▶ **AIM OF THE EXERCISE**
Return the data below in full, matching every line exactly.

▶ **Data records**
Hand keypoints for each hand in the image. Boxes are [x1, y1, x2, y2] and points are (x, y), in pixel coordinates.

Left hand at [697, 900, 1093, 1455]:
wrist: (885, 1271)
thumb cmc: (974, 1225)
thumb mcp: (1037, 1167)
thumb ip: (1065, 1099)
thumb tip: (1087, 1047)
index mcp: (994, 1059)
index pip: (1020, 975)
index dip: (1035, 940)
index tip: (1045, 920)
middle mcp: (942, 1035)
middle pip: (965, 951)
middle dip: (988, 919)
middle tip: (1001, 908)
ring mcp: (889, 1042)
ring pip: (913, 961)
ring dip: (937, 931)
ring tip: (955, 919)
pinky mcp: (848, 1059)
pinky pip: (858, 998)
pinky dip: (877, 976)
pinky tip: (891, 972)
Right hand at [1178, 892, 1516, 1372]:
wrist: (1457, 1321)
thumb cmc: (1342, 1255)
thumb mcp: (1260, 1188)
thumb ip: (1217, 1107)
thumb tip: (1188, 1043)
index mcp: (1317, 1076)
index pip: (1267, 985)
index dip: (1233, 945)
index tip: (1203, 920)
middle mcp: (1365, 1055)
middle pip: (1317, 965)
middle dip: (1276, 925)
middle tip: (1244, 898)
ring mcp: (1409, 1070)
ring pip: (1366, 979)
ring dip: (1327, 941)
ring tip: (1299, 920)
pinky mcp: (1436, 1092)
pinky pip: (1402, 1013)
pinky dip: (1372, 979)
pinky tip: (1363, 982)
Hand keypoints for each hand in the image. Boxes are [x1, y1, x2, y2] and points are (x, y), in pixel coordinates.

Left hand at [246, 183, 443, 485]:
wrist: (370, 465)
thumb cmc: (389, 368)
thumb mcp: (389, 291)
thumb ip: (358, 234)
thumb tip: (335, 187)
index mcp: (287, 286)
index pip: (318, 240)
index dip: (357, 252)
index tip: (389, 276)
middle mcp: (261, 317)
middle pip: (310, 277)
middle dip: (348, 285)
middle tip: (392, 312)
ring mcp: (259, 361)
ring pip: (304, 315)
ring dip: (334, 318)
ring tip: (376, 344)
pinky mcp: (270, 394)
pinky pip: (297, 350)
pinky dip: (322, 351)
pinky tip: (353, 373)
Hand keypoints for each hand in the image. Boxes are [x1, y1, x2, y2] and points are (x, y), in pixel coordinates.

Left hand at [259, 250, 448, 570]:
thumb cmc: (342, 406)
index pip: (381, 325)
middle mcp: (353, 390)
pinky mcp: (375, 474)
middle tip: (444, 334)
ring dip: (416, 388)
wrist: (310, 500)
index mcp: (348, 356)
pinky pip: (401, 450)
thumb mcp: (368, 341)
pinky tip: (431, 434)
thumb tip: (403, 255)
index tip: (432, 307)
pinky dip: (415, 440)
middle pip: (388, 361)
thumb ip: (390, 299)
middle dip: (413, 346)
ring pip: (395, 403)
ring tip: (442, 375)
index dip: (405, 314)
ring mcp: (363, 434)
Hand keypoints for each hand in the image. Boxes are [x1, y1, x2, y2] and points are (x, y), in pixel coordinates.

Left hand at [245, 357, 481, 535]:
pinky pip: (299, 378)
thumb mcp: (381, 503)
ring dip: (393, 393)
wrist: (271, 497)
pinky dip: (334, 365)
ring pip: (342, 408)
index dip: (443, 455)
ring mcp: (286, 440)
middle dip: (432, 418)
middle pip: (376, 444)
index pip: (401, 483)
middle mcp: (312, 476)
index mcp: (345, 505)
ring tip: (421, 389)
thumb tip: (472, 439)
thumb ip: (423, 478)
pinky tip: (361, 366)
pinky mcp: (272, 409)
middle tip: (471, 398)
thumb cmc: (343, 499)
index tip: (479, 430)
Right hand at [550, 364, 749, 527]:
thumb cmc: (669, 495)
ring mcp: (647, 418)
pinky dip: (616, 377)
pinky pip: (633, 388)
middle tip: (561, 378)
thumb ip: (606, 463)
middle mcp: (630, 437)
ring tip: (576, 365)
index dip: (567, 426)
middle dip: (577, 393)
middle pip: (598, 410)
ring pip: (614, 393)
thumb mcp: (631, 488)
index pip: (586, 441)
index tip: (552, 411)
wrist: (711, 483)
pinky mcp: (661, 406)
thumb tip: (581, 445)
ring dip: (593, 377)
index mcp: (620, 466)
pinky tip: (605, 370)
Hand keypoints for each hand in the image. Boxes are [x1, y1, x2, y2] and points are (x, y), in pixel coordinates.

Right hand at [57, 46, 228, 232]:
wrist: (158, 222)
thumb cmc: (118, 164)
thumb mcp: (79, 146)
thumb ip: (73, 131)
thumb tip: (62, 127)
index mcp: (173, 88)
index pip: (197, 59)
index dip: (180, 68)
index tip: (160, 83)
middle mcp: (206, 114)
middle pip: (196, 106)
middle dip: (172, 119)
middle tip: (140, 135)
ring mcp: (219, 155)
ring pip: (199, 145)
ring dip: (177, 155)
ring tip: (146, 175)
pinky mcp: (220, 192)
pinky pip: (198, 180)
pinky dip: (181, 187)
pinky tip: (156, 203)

▶ **RESPONSE TO THIS EXERCISE**
Hand keypoints for each hand in the image. Boxes are [x1, y1, x2, y2] and points are (x, y), in pixel coordinates.

Left hand at [697, 900, 1093, 1455]:
wrist: (885, 1271)
thumb cmc: (974, 1225)
thumb mcp: (1037, 1167)
thumb ip: (1065, 1099)
thumb tip: (1087, 1047)
index mcp: (994, 1059)
index pip: (1020, 975)
index dip: (1035, 940)
index tip: (1045, 920)
middle mcp: (942, 1035)
middle pip: (965, 951)
middle dip: (988, 919)
middle tip: (1001, 908)
ring mcp: (889, 1042)
ring pip: (913, 961)
ring dip: (937, 931)
ring tip: (955, 919)
pinky mcp: (848, 1059)
pinky pip: (858, 998)
pinky dip: (877, 976)
pinky tip: (891, 972)
Right hand at [1178, 892, 1516, 1372]:
wrist: (1457, 1321)
thumb cmc: (1342, 1255)
thumb mcp: (1260, 1188)
thumb ip: (1217, 1107)
thumb tip: (1188, 1043)
index mcp: (1317, 1076)
index pip: (1267, 985)
index dip: (1233, 945)
index tip: (1203, 920)
middle mcp: (1365, 1055)
middle pip: (1317, 965)
middle dip: (1276, 925)
middle tip: (1244, 898)
ring mcp: (1409, 1070)
ring pip: (1366, 979)
ring dip: (1327, 941)
ring tip: (1299, 920)
pinky mcp: (1436, 1092)
pinky pip: (1402, 1013)
pinky dip: (1372, 979)
pinky tip: (1363, 982)
Hand keypoints for each hand in the image. Boxes are [x1, y1, x2, y2] and points are (x, y), in pixel coordinates.

Left hand at [246, 183, 443, 485]:
wrist: (370, 465)
thumb cmc: (389, 368)
thumb mcp: (389, 291)
thumb ip: (358, 234)
thumb tip: (335, 187)
index mcp: (287, 286)
index pip: (318, 240)
index dip: (357, 252)
index tip: (389, 276)
middle mcp: (261, 317)
middle pip: (310, 277)
middle dip: (348, 285)
middle tip: (392, 312)
ring mcp: (259, 361)
ring pip: (304, 315)
ring dip: (334, 318)
ring tip: (376, 344)
pinky mcp: (270, 394)
pinky pip: (297, 350)
pinky dip: (322, 351)
pinky tip: (353, 373)
Hand keypoints for each hand in the image. Boxes are [x1, y1, x2, y2] and points are (x, y), in pixel coordinates.

Left hand at [259, 250, 448, 570]:
thumb cmc: (342, 406)
index pip: (381, 325)
middle mcp: (353, 390)
pinky mcp: (375, 474)
middle tip: (444, 334)
ring dip: (416, 388)
wrist: (310, 500)
index mcp: (348, 356)
pinky pip: (401, 450)
thumb mcp: (368, 341)
pinky tip: (431, 434)
thumb tip: (403, 255)
index tip: (432, 307)
pinky dip: (415, 440)
middle pip: (388, 361)
thumb ip: (390, 299)
middle dip: (413, 346)
ring pip: (395, 403)
ring tip: (442, 375)
index dip: (405, 314)
ring mcp: (363, 434)
Hand keypoints for each hand in the image. Boxes are [x1, y1, x2, y2] and points are (x, y), in pixel coordinates.

Left hand at [245, 357, 481, 535]:
pinky pip: (299, 378)
thumb mcp: (381, 503)
ring dip: (393, 393)
wrist: (271, 497)
pinky dip: (334, 365)
ring pip: (342, 408)
index dip: (443, 455)
ring mcp: (286, 440)
middle dip: (432, 418)
middle pip: (376, 444)
index pip: (401, 483)
middle mcp: (312, 476)
index mcp: (345, 505)
ring tip: (421, 389)
thumb tip: (472, 439)
thumb ip: (423, 478)
pinky tip: (361, 366)
pinky mcp: (272, 409)
middle tip: (471, 398)
thumb cmc: (343, 499)
index tip: (479, 430)
Right hand at [550, 364, 749, 527]:
thumb cmc: (669, 495)
ring mcp: (647, 418)
pinky dip: (616, 377)
pinky pip: (633, 388)
middle tip: (561, 378)
thumb ip: (606, 463)
middle mcp: (630, 437)
ring tip: (576, 365)
index dip: (567, 426)
middle dip: (577, 393)
middle pip: (598, 410)
ring pip: (614, 393)
thumb mcp: (631, 488)
index pip: (586, 441)
index tip: (552, 411)
wrist: (711, 483)
pinky mcp: (661, 406)
thumb tip: (581, 445)
ring dip: (593, 377)
index mcp: (620, 466)
pinky tip: (605, 370)
Hand keypoints for each hand in the image. Boxes are [x1, y1, x2, y2] and points are (x, y), in pixel coordinates.

Right hand at [57, 46, 228, 232]:
wrist: (158, 222)
thumb cmc: (118, 164)
thumb mcp: (79, 146)
thumb ip: (73, 131)
thumb tip: (62, 127)
index mcp: (173, 88)
index pip: (197, 59)
index dip: (180, 68)
index tip: (160, 83)
middle mcp: (206, 114)
middle pip: (196, 106)
middle dip: (172, 119)
middle tip: (140, 135)
ring mcp: (219, 155)
ring pip: (199, 145)
ring dip: (177, 155)
ring tip: (146, 175)
pinky mcp: (220, 192)
pinky pip: (198, 180)
pinky dip: (181, 187)
pinky tip: (156, 203)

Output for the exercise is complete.